A good review process helps ensure that your content is accurate, helpful, and easy to understand. It helps catch gaps, clarify confusion, and improve consistency.

Not all reviews are the same, and you can group them into the following broad types – each of which comes with its own dos and don’ts:

Subject matter expert review

Ensures that content accurately reflects the product or process. For example, a developer might check if an API explanation is technically correct.

As a writer, you may find yourself struggling with a developer who insists on a specific word or complains about the insufficient level of detail in documentation. This feedback is always a great reason to discuss whether the end user would benefit from knowing that information.

Peer review

Also known as second-pair-of-eyes. Its main purpose is to rectify anything that is a result of the author’s fatigue or blindness, a commonplace and fairly normal phenomenon caused by the fact that you, as an author who worked on the text for days or weeks, have become immune to the text’s flaws.

If you are asked to provide a peer review, focus on clarity, brevity, and information flow. Do not attempt to rewrite the text to your own image. Personal stylistic preferences are not welcome. More information: https://www.linkedin.com/pulse/tech-doc-unbearable-lightness-peer-reviewing-kristian-klima/

Style and language review

Focuses on grammar, tone of voice, consistency, and compliance with a style guide. Can be handled by anyone who knows what they’re doing and is familiar with your editorial standards. There are dedicated software tools, not necessarily AI-based, that can help in this phase. But AI grammar and spell check can help speed up this review type massively.

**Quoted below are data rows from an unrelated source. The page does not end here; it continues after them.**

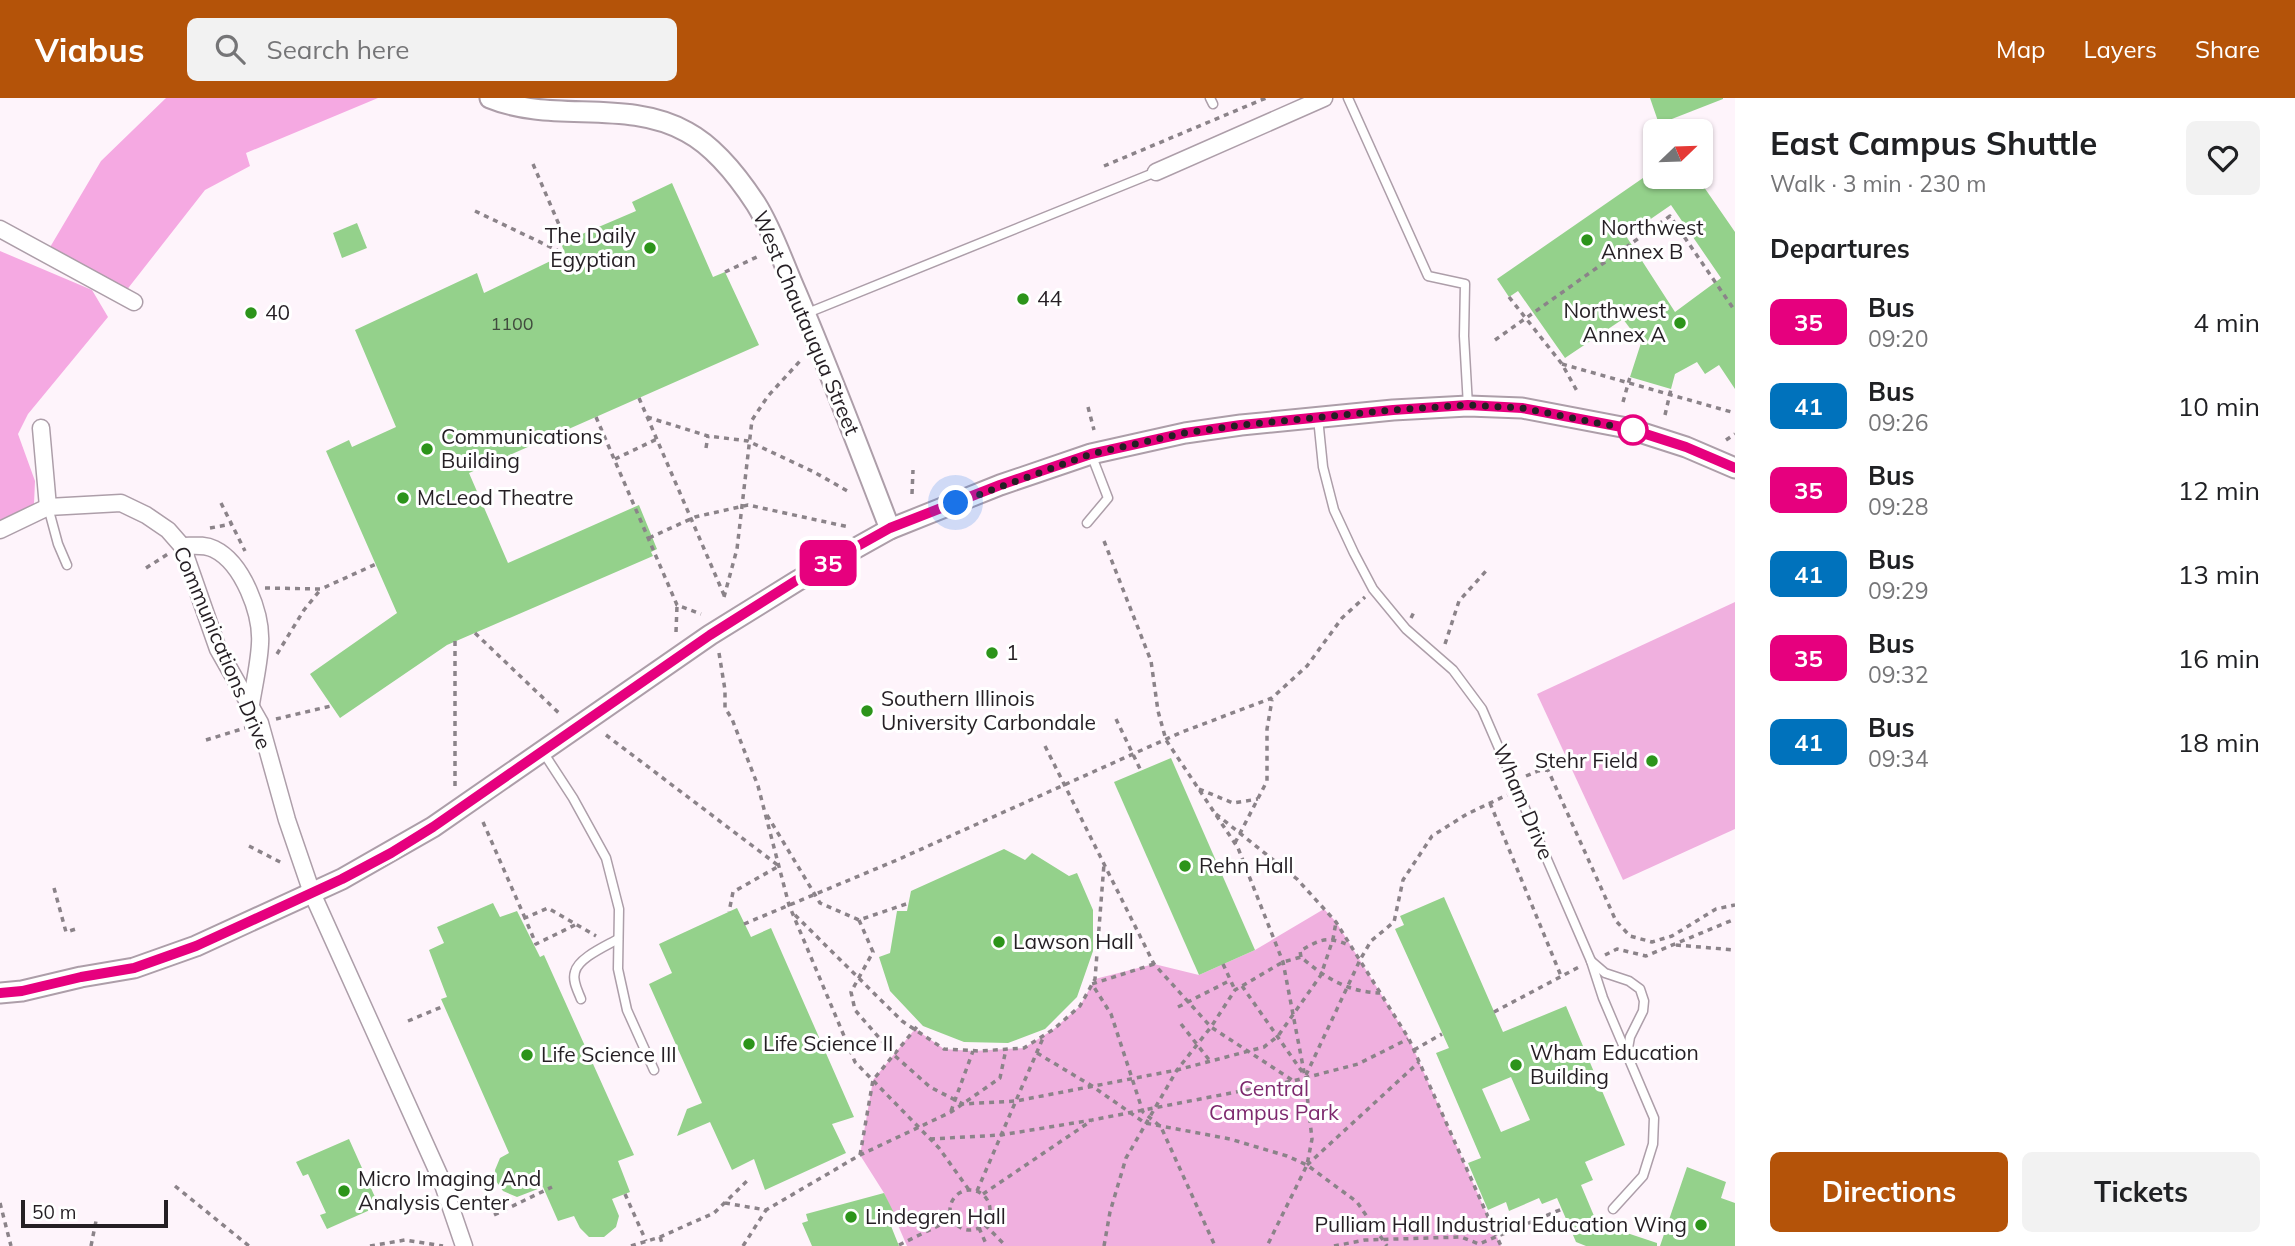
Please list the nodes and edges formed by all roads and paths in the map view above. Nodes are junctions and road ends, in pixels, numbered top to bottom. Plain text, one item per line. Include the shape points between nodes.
1 (490, 98) edge
2 (1266, 98) edge
3 (1324, 98) edge
4 (1348, 98) edge
5 (533, 164) dead end
6 (1104, 166) dead end
7 (1156, 172) joint
8 (475, 211) dead end
9 (0, 229) edge
10 (566, 241) dead end
11 (565, 254) dead end
12 (746, 263) dead end
13 (725, 272) dead end
14 (1509, 297) dead end
15 (134, 302) dead end
16 (1735, 311) edge
17 (806, 314) junction
18 (1526, 318) junction
19 (1495, 340) dead end
20 (800, 361) dead end
21 (1562, 363) junction
22 (1630, 380) junction
23 (1577, 391) dead end
24 (1670, 391) junction
25 (639, 398) dead end
26 (1623, 402) dead end
27 (1468, 405) junction
28 (1088, 407) dead end
29 (1735, 413) edge
30 (1665, 415) dead end
31 (596, 417) dead end
32 (647, 417) junction
33 (1318, 418) junction
34 (41, 428) dead end
35 (1094, 430) dead end
36 (1735, 434) edge
37 (708, 436) junction
38 (657, 439) junction
39 (1726, 440) dead end
40 (748, 441) junction
41 (705, 448) dead end
42 (1091, 454) junction
43 (615, 459) junction
44 (1735, 468) edge
45 (913, 470) dead end
46 (851, 492) dead end
47 (912, 494) dead end
48 (221, 503) dead end
49 (48, 507) junction
50 (740, 507) junction
51 (691, 519) junction
52 (1087, 523) dead end
53 (849, 527) dead end
54 (890, 528) junction
55 (0, 530) edge
56 (649, 538) junction
57 (1104, 541) dead end
58 (181, 546) junction
59 (248, 556) dead end
60 (376, 564) dead end
61 (67, 565) dead end
62 (1486, 571) dead end
63 (264, 588) dead end
64 (321, 589) junction
65 (1373, 589) junction
66 (677, 605) junction
67 (701, 614) dead end
68 (676, 632) dead end
69 (475, 633) dead end
70 (455, 641) dead end
71 (719, 653) dead end
72 (275, 657) dead end
73 (1441, 658) junction
74 (1272, 698) junction
75 (251, 704) junction
76 (561, 715) dead end
77 (1116, 719) dead end
78 (606, 735) dead end
79 (1166, 740) junction
80 (1045, 746) dead end
81 (544, 752) junction
82 (1133, 755) junction
83 (1141, 771) dead end
84 (1065, 785) junction
85 (1516, 785) junction
86 (455, 786) dead end
87 (1197, 788) junction
88 (1258, 799) junction
89 (1490, 803) junction
90 (764, 811) junction
91 (1212, 811) junction
92 (483, 822) dead end
93 (1241, 834) junction
94 (1235, 843) junction
95 (249, 846) dead end
96 (1104, 864) junction
97 (287, 865) dead end
98 (779, 866) junction
99 (54, 888) dead end
100 (312, 893) junction
101 (815, 894) junction
102 (909, 903) dead end
103 (789, 905) junction
104 (1735, 905) edge
105 (729, 912) dead end
106 (792, 912) junction
107 (525, 918) junction
108 (859, 920) junction
109 (1336, 922) junction
110 (744, 924) dead end
111 (575, 925) junction
112 (79, 928) dead end
113 (1334, 939) junction
114 (614, 941) junction
115 (1351, 945) junction
116 (1674, 945) dead end
117 (1735, 950) edge
118 (1301, 957) junction
119 (1360, 960) junction
120 (1591, 961) junction
121 (1283, 962) junction
122 (1154, 964) junction
123 (1223, 964) dead end
124 (1321, 975) junction
125 (1561, 977) dead end
126 (859, 978) junction
127 (1231, 980) junction
128 (1092, 984) junction
129 (1242, 986) junction
130 (1348, 987) junction
131 (1235, 990) junction
132 (0, 993) edge
133 (1381, 993) junction
134 (581, 999) dead end
135 (1188, 1001) junction
136 (444, 1006) dead end
137 (1178, 1007) dead end
138 (1293, 1015) junction
139 (408, 1021) dead end
140 (920, 1023) dead end
141 (1181, 1024) dead end
142 (1211, 1027) junction
143 (915, 1030) junction
144 (1441, 1034) dead end
145 (1278, 1035) junction
146 (1044, 1036) junction
147 (1409, 1039) junction
148 (1196, 1045) junction
149 (1006, 1049) junction
150 (1414, 1050) junction
151 (974, 1051) junction
152 (1249, 1052) junction
153 (1037, 1053) junction
154 (1627, 1054) junction
155 (894, 1055) junction
156 (1210, 1062) junction
157 (1419, 1062) junction
158 (654, 1070) dead end
159 (1177, 1070) junction
160 (1306, 1077) junction
161 (1132, 1079) junction
162 (873, 1080) junction
163 (1293, 1081) junction
164 (1092, 1086) junction
165 (956, 1100) junction
166 (1016, 1101) junction
167 (963, 1104) junction
168 (1153, 1109) junction
169 (951, 1112) junction
170 (1143, 1112) junction
171 (1130, 1114) junction
172 (1148, 1116) junction
173 (1092, 1120) junction
174 (1145, 1123) junction
175 (918, 1126) junction
176 (1161, 1127) junction
177 (1001, 1135) junction
178 (930, 1139) junction
179 (860, 1155) junction
180 (1307, 1165) junction
181 (747, 1181) dead end
182 (175, 1186) dead end
183 (552, 1187) dead end
184 (969, 1190) junction
185 (977, 1191) junction
186 (625, 1194) dead end
187 (983, 1194) junction
188 (0, 1203) edge
189 (725, 1203) junction
190 (1562, 1209) dead end
191 (1613, 1209) dead end
192 (766, 1210) junction
193 (494, 1215) dead end
194 (952, 1219) junction
195 (96, 1221) dead end
196 (985, 1224) junction
197 (979, 1228) junction
198 (660, 1237) junction
199 (1497, 1237) junction
200 (1383, 1239) junction
201 (405, 1240) junction
202 (646, 1241) junction
203 (899, 1245) edge
204 (1479, 1245) edge
205 (11, 1246) edge
206 (91, 1246) edge
207 (249, 1246) edge
208 (370, 1246) edge
209 (404, 1246) edge
210 (443, 1246) edge
211 (464, 1246) edge
212 (631, 1246) edge
213 (663, 1246) edge
214 (743, 1246) edge
215 (988, 1246) edge
216 (1006, 1246) edge
217 (1104, 1246) edge
218 (1215, 1246) edge
219 (1267, 1246) edge
220 (1334, 1246) edge
221 (1387, 1246) edge
222 (1502, 1246) edge

1 - 17 street, West Chautauqua Street via 547,111 612,111 687,131 727,166 757,205
2 - 6 path
3 - 7 street
4 - 27 lane via 1428,276 1465,284
5 - 10 path
7 - 17 lane
8 - 11 path
9 - 15 street
12 - 13 path
14 - 18 path
16 - 18 path via 1670,216
17 - 54 street, West Chautauqua Street
18 - 19 path
18 - 21 path
20 - 40 path via 752,420
21 - 22 path
21 - 23 path
22 - 24 path
22 - 26 path
24 - 29 path
24 - 30 path
25 - 32 path
27 - 33 street
27 - 44 street via 1522,408 1627,428
28 - 35 path
31 - 43 path
32 - 37 path
32 - 38 path
33 - 42 street via 1185,433
33 - 65 lane, Wham Drive via 1334,510
34 - 49 street
36 - 39 path
37 - 40 path
37 - 41 path
38 - 43 path
38 - 51 path
40 - 46 path
40 - 50 path
42 - 52 lane via 1108,498
42 - 54 street
43 - 56 path
45 - 47 path
48 - 59 path
49 - 55 street, Communications Drive
49 - 58 street, Communications Drive via 121,503 168,530
49 - 61 lane
50 - 51 path
50 - 51 path via 737,548 724,597
50 - 53 path
51 - 56 path
54 - 81 street via 710,635
56 - 66 path
57 - 79 path via 1151,662
58 - 75 street, Communications Drive via 218,649
58 - 75 street via 216,550 243,578 260,642
60 - 64 path
62 - 73 path via 1460,601
63 - 64 path
64 - 72 path
65 - 73 lane, Wham Drive via 1405,629
65 - 74 path via 1342,618 1307,666
66 - 67 path
66 - 68 path
69 - 76 path
70 - 86 path
71 - 90 path via 725,708
73 - 85 lane, Wham Drive via 1473,694
74 - 79 path
74 - 88 path via 1266,729 1267,781
75 - 100 street, Communications Drive
77 - 82 path
78 - 98 path
79 - 82 path
79 - 87 path
80 - 84 path
81 - 100 street via 391,853
81 - 114 lane via 606,858 619,909
82 - 83 path
82 - 84 path
84 - 96 path
84 - 101 path
85 - 89 path
85 - 104 path via 1548,770 1616,921 1630,936 1652,942 1672,936 1716,909
85 - 120 lane, Wham Drive
87 - 88 path via 1233,803
87 - 91 path
88 - 93 path
89 - 119 path via 1432,836 1403,880 1394,922 1371,941
89 - 125 path
90 - 98 path
90 - 101 path
91 - 93 path
91 - 94 path
92 - 107 path
93 - 94 path
93 - 109 path via 1297,879
94 - 121 path
95 - 97 path
96 - 122 path
96 - 128 path
98 - 103 path
98 - 105 path via 733,892
99 - 112 path via 66,932
100 - 132 street via 196,946 134,968
100 - 211 street, Communications Drive via 440,1179
101 - 103 path
101 - 108 path via 820,903
102 - 108 path
103 - 106 path
103 - 110 path
106 - 126 path
106 - 162 path via 855,1062
107 - 111 path via 548,908
107 - 111 path via 536,944
108 - 126 path via 873,953
109 - 113 path
109 - 115 path
111 - 114 path
113 - 115 path
113 - 118 path via 1320,939 1300,951
113 - 124 path
114 - 134 lane via 575,970
114 - 158 lane via 627,1010
115 - 119 path
116 - 117 path
118 - 121 path
118 - 124 path
119 - 130 path
119 - 133 path
120 - 154 lane, Wham Drive
120 - 154 lane via 1640,989 1643,1011
121 - 129 path
121 - 138 path
122 - 128 path
122 - 135 path
123 - 127 path
124 - 130 path
124 - 138 path
126 - 143 path
126 - 155 path via 851,992 855,1010
127 - 131 path
127 - 135 path
128 - 146 path via 1080,1006
128 - 161 path via 1111,1014
129 - 131 path
129 - 145 path
130 - 133 path
130 - 160 path
131 - 142 path
133 - 147 path
135 - 137 path
135 - 142 path
136 - 139 path
138 - 145 path
138 - 160 path
140 - 143 path
141 - 148 path
142 - 148 path
142 - 152 path
143 - 151 path via 944,1049
143 - 155 path
144 - 150 path
145 - 152 path
145 - 160 path
146 - 149 path via 1024,1048
146 - 153 path
147 - 150 path
147 - 160 path via 1358,1064
148 - 156 path
148 - 159 path
149 - 151 path
149 - 167 path via 1000,1078
150 - 157 path
151 - 165 path
152 - 156 path
152 - 163 path
153 - 164 path
153 - 166 path
154 - 191 lane, Wham Drive via 1654,1118 1653,1144 1643,1176
155 - 162 path
155 - 165 path via 930,1087
156 - 159 path
157 - 180 path
157 - 199 path
159 - 161 path
159 - 168 path
160 - 163 path
160 - 180 path via 1312,1139
161 - 164 path
161 - 170 path
162 - 175 path
162 - 179 path
163 - 168 path
164 - 166 path
164 - 171 path
165 - 167 path
165 - 169 path
166 - 167 path
166 - 177 path
167 - 169 path
168 - 170 path
168 - 172 path
169 - 175 path
170 - 171 path
170 - 172 path
171 - 173 path
171 - 174 path
172 - 174 path
172 - 176 path
173 - 177 path
173 - 187 path
174 - 176 path
174 - 217 path via 1126,1158
175 - 178 path
175 - 179 path
176 - 180 path via 1230,1139
176 - 218 path
177 - 178 path
177 - 185 path
178 - 184 path
179 - 192 path
180 - 200 path via 1357,1202
180 - 219 path
181 - 189 path
182 - 207 path
183 - 193 path
184 - 185 path
184 - 194 path via 953,1200
185 - 187 path
186 - 202 path
187 - 196 path via 990,1206
188 - 205 path
189 - 192 path
189 - 198 path via 714,1213
190 - 199 path
192 - 214 path
194 - 197 path via 961,1228
194 - 203 path
195 - 206 path
196 - 197 path
196 - 216 path
197 - 215 path
198 - 202 path
198 - 213 path
199 - 204 path
199 - 222 path
200 - 204 path via 1461,1237
200 - 220 path
200 - 221 path
201 - 208 path
201 - 209 path
201 - 210 path
202 - 212 path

Complex technical or legal issues are hard to express in plain language. As a result, grammar may change the meaning of a sentence even if the information in the given sentence is correct. A language reviewer may misinterpret a sentence and change the grammatical structure, thus altering the meaning – for better or worse. As a reviewer, approach this review type carefully, and when in doubt, consult a subject matter expert.

Usability review

Looks at the documentation from the user’s perspective. The goal is to make sure someone unfamiliar with the topic can understand and follow the content easily. This is often formalized and merged with the QA process.

If you are conducting a usability review, focus on one thing – can a user accomplish their goal when reading this page? Are they receiving the required information in the right order, or do they have to jump up and down the text (or back and forth in a video), interrupting their flow to ‘learn more’ things that should have been served as ‘prerequisites’?

When a Review Doesn’t Feel Like a Review

The review process can be built into the writing process itself in the form of iterative steps among the writer, the subject matter expert, and, for example, a product manager. It is a perfectly normal practice with multiple contributors alternating between writing and reviewing in a series of iterations.

You don’t even have to change the status of the page from ‘Draft’ to ‘Review’ as long as everybody is on the same… well, page.

Of course, this iterative process can be followed by a formal review phase or application of a quality control tool, if your process requirements demand it.

Or you can go straight to publishing knowing that your content was checked.

Reviews without workflows

Sometimes, workflow in your authoring environment is not enough. Or not even possible – but you still need to leave a trace of who participated in iterations.

If that’s the case, you can use issue/project tracking tools such as Jira by assigning the ticket to individual reviewers who would leave comments with briefs of what they have done.

Formal Workflows and Reviews

A review process can be formalized, built into a content workflow as a formal stage, and hardwired into your life cycle.

Your pages have statuses, from mere indicative labels that simply inform others about the stage of development of an article (new, draft, work in progress, review…) to hard-coded statuses that change the actual behavior of the content (for example, the person who drafted the article can no longer edit it).

A typical approach is to tie a status change to an automatic assignment to a specific person or role, often with a notification via email or Slack.

How exactly you structure your review process, how granular you make it, really depends on your specific situation. You may start with a technical review, follow up with usability checks, and put language checks at the end. But you might consider another subject-matter expert (SME) or usability round to check if anything might have been lost during the language review. It’s really easy to misread text, alter the grammar, and accidentally change the meaning completely.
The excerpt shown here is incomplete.